Benzer çağrılar bana olduğu gibi, birçok kişiye daha yapılmıştı herhalde.
Starda başlatılan çalışanların direnişi, ne yazık ki, ne sektörün içindeki meslektaşlarından ne de demokratik kamuoyundan yeterince destek görmedi, galiba görmeyecek de. Bunu, dayanışma duygularımızın nasırlaşmış olmasına da bağlayabilirsiniz ama sorun medya sektöründe yaşanınca , biraz sapla samanın birbirine karıştığı bir belirsizlikten söz etmek gerekiyor. .
Dayanışmak, ama kimlerle?
Bütün demokratikleşme iddialarına karşın, her geçen gün biraz daha örgütsüzleştirilen bir toplum oluyoruz. Medya da en örgütsüz alanlardan biri. Bu, eskiden böyle değildi. Çok değil, 10 yıl öncesine kadar iyi-kötü bir sendika, daha saygın bir cemiyet ve dernekleri vardı medyanın. Ama bugün yok...
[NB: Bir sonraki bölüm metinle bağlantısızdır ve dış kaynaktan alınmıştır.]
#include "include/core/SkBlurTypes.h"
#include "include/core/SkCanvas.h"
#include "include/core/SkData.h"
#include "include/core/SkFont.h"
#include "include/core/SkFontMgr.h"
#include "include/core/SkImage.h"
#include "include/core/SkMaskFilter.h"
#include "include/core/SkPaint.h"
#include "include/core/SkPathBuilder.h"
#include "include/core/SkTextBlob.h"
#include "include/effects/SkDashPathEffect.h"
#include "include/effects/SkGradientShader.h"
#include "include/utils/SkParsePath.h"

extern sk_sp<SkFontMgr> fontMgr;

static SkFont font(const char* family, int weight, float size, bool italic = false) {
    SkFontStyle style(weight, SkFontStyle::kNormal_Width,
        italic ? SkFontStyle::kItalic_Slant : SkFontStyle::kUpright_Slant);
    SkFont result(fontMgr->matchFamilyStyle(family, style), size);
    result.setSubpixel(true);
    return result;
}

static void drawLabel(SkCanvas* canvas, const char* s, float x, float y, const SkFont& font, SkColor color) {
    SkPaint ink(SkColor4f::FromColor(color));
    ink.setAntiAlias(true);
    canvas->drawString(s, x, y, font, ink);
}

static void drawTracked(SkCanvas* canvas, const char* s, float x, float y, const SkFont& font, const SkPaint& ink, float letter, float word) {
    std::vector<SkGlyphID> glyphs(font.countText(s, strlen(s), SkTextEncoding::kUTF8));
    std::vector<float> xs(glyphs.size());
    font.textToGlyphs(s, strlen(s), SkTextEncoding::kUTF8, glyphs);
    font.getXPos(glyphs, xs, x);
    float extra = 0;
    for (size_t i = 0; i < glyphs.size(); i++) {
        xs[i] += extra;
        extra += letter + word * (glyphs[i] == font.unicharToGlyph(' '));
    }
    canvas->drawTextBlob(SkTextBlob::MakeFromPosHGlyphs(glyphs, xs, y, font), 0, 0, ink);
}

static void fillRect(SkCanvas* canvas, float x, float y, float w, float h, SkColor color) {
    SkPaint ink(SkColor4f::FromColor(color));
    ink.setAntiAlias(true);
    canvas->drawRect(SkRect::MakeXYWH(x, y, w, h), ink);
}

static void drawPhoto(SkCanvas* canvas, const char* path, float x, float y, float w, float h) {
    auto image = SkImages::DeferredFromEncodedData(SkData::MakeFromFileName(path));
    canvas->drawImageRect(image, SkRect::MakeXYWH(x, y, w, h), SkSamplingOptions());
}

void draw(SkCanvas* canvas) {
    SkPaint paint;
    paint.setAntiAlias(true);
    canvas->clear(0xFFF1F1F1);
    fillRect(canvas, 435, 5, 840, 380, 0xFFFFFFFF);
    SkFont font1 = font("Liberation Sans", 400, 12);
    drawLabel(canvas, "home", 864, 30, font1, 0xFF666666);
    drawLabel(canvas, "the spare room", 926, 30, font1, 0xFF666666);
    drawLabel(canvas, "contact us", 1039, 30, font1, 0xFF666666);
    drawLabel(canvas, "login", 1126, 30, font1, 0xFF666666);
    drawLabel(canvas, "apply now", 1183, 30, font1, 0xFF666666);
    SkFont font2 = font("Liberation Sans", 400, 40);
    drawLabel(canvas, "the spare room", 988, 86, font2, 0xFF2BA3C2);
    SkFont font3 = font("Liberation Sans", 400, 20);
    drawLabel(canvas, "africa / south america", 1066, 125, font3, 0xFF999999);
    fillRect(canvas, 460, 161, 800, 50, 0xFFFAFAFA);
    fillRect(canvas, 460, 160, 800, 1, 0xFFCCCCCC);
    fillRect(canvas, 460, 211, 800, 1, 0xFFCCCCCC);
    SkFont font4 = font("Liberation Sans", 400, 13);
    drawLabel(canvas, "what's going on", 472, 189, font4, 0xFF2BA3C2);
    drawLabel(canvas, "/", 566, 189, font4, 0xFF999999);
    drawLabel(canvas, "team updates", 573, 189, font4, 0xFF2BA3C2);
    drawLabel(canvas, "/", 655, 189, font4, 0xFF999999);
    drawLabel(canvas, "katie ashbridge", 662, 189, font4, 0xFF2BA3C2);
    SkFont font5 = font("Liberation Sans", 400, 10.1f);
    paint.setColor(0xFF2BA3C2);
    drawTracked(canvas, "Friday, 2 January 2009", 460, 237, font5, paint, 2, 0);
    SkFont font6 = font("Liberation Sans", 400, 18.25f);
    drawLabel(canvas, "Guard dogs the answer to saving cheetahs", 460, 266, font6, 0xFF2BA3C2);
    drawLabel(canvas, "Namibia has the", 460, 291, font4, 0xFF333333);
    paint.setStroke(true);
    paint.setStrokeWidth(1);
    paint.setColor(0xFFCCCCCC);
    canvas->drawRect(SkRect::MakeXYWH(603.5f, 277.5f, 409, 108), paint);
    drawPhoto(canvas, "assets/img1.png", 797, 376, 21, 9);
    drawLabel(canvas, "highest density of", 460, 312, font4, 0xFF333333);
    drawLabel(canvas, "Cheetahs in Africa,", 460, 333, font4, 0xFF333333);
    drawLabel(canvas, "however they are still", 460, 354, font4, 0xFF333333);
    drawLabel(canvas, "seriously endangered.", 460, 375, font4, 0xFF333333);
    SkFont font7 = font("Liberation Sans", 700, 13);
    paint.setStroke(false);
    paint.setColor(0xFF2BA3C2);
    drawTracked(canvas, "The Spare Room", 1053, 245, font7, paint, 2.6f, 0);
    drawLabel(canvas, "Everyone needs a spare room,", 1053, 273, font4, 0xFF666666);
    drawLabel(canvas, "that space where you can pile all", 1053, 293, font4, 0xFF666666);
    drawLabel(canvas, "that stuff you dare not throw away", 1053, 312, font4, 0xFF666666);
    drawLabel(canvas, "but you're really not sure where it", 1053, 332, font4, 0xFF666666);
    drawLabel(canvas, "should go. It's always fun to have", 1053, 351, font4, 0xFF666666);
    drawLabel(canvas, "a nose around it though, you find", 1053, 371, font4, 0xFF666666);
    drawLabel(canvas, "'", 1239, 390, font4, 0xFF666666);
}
Bu, örgütsüzleştirmeyi, parçalanmayı, tabi ki medya patronları, onların kendi aralarındaki yıkıcı rekabet yaptı, onlara da bu fırsatı bizzat medya çalışanları, onların umursamaz tutumları verdi ve bugün Star çalışanları kendilerini bir başlarına hissediyorlarsa - ki aynı yalnızlığı , aynı kaderi, diğer grupların çalışanları da her an yaşayabilir- bu, birer çalışan olarak, ücretli olarak, bağımsız örgütlenememiş, sendika çatısı altına girmemiş, sendikasızlaşmaya sessiz kalmış olmalarının sonucu değil midir?
Şimdi Stardaki direnişe bakın. Kim yapıyor, kim yönlendiriyor bu direnişi? Kimine göre, bu, topluma 7 milyar dolarlık bir kazık atan Uzanların çalışanları canlı kalkan olarak kullanması Kimine göre, Uzanların has adamlarının baş tetikçilerinin, günahsız medya çalışanlarını hükümete kışkırtma kurnazlığı
Toplumun demokratik kesimleri ve sektörden insanlar dayanışmak isterler ama kimlerle? Uzan ve tetikçileriyle kim, niye dayanışsın?
Star çalışanları sendikalı olsalardı
Peki, tetikçi ile filler kavgasında ezilmiş çimler nasıl ayırt edilecek? Bu, sendika olmadan, örgütlülük olmadan pek mümkün olmuyor.
Bugün, Star çalışanları sendikalı olsalardı, sapla saman pek karışmazdı. Sendika, onlarla beraber toplumun önüne çıkar ve herkesten destek ve dayanışma görecek bir mücadeleyi hem yurt sathında hem de uluslararası platformlarda sürdürürdü.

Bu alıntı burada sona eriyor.